Certains comportements d’élèves étonnent, déroutent, perturbent, dérangent, agacent, et ce, d’autant plus que l’on n’en connaît pas la cause.
Concernant les élèves intellectuellement précoces la situation se complique par le fait que le travail et le comportement d’un élève à potentiel intellectuel élevé ne correspondent que rarement à l’image traditionnelle du « bon élève » telle qu’on l’imagine automatiquement en pareil cas. En particulier pour cette raison l’acceptation par le personnel éducatif de la précocité intellectuelle chez les élèves en question est très souvent problématique.
Paradoxalement alors que les réalisations scolaires sont évaluées en majeure partie sur les compétences cognitives, les élèves intellectuellement précoces y obtiennent souvent des résultats considérés comme insuffisants.

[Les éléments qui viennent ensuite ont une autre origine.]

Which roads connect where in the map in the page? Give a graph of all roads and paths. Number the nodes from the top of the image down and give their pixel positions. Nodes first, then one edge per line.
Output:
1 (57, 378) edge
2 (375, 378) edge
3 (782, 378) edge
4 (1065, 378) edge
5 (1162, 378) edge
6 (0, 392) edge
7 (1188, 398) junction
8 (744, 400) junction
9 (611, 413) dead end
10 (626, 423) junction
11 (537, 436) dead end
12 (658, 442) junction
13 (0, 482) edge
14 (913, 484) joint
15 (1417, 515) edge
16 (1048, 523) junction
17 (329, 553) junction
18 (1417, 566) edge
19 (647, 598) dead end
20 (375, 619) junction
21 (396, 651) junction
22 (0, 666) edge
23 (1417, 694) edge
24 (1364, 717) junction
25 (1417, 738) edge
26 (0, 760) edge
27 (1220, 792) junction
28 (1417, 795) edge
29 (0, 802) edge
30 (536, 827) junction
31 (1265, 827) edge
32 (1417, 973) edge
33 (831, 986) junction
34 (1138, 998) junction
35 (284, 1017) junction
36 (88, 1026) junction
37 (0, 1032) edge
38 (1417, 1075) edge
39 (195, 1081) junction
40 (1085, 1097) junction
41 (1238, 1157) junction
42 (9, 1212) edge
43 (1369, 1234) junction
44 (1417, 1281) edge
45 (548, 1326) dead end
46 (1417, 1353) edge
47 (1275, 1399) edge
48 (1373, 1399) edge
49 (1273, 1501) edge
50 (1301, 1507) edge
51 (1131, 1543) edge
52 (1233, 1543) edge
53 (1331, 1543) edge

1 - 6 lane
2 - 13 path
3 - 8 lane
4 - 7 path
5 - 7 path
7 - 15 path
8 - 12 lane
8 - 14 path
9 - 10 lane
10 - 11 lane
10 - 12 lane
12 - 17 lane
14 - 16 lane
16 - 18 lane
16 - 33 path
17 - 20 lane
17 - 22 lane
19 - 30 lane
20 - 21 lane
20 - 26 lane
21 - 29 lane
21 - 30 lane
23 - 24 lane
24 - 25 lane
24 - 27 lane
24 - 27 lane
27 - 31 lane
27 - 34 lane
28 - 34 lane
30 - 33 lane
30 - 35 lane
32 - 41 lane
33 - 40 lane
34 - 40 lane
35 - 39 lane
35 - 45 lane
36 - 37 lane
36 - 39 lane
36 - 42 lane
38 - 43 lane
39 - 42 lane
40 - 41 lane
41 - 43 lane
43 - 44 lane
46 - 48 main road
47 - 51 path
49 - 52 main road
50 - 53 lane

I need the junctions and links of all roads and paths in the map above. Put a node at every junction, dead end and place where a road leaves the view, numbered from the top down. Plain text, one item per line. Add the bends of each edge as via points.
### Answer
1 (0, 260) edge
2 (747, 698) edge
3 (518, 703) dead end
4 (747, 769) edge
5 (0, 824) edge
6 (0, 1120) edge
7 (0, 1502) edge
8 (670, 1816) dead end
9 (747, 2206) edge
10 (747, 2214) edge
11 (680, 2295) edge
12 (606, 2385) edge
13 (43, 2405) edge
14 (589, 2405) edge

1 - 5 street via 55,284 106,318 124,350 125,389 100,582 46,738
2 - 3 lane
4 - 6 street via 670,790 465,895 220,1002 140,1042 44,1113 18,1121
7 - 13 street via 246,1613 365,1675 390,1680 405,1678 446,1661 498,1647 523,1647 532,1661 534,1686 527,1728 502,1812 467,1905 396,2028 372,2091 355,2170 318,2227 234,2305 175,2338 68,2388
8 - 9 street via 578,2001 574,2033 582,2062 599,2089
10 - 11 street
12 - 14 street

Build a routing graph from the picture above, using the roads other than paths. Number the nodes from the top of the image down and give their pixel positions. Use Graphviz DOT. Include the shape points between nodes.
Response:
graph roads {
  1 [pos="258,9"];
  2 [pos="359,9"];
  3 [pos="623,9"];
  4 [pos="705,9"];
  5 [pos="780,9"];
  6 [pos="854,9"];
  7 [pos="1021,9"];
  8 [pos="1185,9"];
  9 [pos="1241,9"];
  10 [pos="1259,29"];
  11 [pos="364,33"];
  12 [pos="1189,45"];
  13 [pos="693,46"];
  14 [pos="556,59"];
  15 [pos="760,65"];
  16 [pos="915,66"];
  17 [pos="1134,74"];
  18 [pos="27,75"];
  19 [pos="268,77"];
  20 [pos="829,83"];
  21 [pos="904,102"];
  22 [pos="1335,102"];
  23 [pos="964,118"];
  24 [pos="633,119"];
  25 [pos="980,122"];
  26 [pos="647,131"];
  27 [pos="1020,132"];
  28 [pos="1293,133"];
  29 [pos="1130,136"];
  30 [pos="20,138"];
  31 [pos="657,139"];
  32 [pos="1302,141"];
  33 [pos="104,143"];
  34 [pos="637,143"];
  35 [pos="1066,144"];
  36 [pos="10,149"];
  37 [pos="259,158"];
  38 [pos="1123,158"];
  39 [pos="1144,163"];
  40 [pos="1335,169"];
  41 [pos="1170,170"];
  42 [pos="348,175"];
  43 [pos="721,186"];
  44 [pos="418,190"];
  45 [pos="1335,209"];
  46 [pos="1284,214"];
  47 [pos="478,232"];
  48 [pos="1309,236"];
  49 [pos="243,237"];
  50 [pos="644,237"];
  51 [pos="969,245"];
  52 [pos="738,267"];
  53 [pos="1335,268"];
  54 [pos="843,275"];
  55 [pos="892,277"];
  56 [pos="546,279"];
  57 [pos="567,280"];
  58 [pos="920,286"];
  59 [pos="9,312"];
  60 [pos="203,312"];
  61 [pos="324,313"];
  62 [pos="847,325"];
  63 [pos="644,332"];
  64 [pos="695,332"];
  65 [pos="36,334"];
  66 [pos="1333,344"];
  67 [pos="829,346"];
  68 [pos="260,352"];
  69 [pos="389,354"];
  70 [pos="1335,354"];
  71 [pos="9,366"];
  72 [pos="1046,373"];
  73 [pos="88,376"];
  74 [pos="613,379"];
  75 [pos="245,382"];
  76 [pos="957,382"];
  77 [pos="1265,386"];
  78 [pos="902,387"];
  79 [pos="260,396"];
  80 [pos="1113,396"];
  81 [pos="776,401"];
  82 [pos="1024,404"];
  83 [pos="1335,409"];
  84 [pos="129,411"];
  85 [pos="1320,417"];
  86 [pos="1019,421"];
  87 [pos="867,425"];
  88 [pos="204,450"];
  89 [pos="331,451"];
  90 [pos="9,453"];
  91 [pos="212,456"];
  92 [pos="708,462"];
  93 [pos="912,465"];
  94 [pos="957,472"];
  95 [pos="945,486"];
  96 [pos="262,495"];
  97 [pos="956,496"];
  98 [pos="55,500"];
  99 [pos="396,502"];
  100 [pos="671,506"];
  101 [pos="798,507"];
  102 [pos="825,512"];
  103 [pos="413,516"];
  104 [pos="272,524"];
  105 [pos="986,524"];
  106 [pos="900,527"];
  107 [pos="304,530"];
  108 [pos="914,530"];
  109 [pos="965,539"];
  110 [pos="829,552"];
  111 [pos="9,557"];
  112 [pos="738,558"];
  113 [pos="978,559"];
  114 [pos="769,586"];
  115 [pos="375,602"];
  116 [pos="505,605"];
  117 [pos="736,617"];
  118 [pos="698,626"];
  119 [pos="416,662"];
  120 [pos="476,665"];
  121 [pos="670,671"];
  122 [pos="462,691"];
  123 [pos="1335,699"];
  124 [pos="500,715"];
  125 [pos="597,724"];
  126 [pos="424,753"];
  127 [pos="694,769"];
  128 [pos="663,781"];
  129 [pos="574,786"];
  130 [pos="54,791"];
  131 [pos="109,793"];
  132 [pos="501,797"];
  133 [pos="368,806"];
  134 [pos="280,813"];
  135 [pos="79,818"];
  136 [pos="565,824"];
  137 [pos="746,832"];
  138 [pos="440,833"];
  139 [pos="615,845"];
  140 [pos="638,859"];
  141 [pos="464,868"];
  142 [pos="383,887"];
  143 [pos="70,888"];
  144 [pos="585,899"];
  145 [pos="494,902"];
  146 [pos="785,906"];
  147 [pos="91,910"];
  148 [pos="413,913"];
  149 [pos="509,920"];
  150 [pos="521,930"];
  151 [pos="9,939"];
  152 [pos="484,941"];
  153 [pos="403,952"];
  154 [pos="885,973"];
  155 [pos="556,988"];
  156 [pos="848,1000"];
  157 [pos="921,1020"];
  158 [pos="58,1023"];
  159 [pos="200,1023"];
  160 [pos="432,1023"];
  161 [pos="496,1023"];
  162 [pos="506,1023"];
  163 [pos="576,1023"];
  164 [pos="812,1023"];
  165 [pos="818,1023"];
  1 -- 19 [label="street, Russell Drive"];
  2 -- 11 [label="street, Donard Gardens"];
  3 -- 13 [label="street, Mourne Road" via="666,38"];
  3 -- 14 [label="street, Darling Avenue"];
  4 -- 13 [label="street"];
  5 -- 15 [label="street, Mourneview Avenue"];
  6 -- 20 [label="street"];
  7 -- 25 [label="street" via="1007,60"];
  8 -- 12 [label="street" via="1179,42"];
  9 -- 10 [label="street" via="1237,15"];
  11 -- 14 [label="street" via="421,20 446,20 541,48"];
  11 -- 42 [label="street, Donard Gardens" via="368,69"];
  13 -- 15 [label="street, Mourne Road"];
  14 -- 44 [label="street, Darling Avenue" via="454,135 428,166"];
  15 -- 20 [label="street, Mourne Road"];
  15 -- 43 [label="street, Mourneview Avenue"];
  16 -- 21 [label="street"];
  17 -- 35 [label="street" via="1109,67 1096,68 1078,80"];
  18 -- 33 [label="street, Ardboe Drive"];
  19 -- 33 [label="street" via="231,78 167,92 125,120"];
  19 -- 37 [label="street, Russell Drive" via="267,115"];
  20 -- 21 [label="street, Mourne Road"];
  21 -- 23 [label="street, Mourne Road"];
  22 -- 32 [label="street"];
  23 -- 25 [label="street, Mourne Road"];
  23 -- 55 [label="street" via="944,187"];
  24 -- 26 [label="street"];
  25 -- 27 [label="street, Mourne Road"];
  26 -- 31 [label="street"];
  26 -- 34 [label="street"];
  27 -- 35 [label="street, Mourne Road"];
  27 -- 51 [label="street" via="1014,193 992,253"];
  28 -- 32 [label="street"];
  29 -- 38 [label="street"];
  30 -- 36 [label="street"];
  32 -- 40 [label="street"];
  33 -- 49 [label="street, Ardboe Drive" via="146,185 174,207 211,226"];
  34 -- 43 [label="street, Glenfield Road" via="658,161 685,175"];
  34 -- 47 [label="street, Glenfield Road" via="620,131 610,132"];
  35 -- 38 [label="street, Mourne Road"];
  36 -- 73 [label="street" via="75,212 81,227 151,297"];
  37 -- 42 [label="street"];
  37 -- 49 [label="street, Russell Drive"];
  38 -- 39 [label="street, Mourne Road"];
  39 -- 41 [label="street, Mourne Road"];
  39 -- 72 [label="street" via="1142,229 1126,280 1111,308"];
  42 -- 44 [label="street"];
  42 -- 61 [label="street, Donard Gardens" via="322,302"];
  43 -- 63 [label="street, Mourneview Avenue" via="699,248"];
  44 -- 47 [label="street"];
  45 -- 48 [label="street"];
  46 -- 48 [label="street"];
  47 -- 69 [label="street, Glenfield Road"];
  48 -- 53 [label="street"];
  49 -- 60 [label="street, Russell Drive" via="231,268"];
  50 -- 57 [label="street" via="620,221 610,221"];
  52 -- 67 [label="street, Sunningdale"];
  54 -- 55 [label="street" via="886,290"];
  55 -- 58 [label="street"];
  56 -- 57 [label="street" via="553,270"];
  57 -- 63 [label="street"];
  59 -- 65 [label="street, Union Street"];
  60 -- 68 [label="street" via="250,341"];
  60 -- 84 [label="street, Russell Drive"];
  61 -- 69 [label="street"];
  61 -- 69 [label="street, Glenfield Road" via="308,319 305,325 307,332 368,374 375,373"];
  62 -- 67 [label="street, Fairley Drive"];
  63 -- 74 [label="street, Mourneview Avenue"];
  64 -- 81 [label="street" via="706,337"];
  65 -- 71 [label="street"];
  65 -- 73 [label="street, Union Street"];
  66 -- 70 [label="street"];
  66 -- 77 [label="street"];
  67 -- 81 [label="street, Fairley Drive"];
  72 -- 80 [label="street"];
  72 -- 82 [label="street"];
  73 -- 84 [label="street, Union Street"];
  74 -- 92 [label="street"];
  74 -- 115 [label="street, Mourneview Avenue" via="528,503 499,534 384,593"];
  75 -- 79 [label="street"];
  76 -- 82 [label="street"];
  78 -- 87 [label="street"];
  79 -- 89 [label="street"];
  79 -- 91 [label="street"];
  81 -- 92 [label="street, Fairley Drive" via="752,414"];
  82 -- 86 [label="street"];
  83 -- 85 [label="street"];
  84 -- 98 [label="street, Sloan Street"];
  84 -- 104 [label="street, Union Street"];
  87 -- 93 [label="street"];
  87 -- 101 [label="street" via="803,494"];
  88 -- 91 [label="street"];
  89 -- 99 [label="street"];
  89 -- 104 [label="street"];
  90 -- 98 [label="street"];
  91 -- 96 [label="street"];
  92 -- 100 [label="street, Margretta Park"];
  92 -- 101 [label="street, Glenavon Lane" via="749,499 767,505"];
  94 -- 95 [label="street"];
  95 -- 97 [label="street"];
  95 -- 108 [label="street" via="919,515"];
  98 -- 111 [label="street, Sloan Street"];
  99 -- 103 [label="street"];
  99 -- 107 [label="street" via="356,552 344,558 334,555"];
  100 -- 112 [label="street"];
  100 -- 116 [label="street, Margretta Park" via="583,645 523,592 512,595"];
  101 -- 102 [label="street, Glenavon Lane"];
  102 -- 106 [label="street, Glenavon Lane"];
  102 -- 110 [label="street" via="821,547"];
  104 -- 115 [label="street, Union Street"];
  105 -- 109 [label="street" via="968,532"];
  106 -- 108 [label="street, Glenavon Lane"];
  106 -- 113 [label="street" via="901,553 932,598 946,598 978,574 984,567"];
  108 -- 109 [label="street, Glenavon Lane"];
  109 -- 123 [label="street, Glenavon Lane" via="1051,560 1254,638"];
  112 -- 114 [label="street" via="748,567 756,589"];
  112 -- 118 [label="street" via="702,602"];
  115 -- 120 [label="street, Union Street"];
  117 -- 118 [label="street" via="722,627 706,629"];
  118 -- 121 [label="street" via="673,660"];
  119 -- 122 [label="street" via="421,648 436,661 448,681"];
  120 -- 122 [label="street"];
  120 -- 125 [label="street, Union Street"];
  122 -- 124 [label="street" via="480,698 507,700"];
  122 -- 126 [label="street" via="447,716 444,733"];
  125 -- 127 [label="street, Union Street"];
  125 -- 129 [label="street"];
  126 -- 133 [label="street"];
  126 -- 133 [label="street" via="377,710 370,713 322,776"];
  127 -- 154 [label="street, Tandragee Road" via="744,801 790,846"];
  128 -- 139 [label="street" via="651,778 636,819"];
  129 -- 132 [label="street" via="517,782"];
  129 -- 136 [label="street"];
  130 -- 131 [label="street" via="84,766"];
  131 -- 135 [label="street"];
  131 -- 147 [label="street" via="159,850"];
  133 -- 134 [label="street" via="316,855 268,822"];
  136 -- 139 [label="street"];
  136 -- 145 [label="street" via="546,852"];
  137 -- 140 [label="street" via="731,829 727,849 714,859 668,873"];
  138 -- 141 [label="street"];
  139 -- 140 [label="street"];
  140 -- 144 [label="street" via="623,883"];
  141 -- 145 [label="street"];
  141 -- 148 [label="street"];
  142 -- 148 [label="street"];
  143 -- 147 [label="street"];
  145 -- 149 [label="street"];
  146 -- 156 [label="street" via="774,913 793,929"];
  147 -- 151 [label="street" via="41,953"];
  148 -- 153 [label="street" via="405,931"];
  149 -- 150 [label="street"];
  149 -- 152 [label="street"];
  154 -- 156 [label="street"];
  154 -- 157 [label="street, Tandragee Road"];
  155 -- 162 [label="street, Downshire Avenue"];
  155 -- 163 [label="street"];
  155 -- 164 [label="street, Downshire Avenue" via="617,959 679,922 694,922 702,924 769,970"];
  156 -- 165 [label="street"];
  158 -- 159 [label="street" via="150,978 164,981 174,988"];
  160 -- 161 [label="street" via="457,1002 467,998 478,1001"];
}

Les relations avec les familles sont fréquemment altérées en raison d’un déplacement des rôles, les parents étant souvent mieux informés que les professionnels de l’éducation sur les divers aspects de la précocité intellectuelle.
Pour l’enfant intellectuellement précoce, comme pour tous les enfants, l’acceptation par autrui de son identité avec toutes ses composantes est une condition indispensable à son intégration dans le groupe comme à sa réussite scolaire.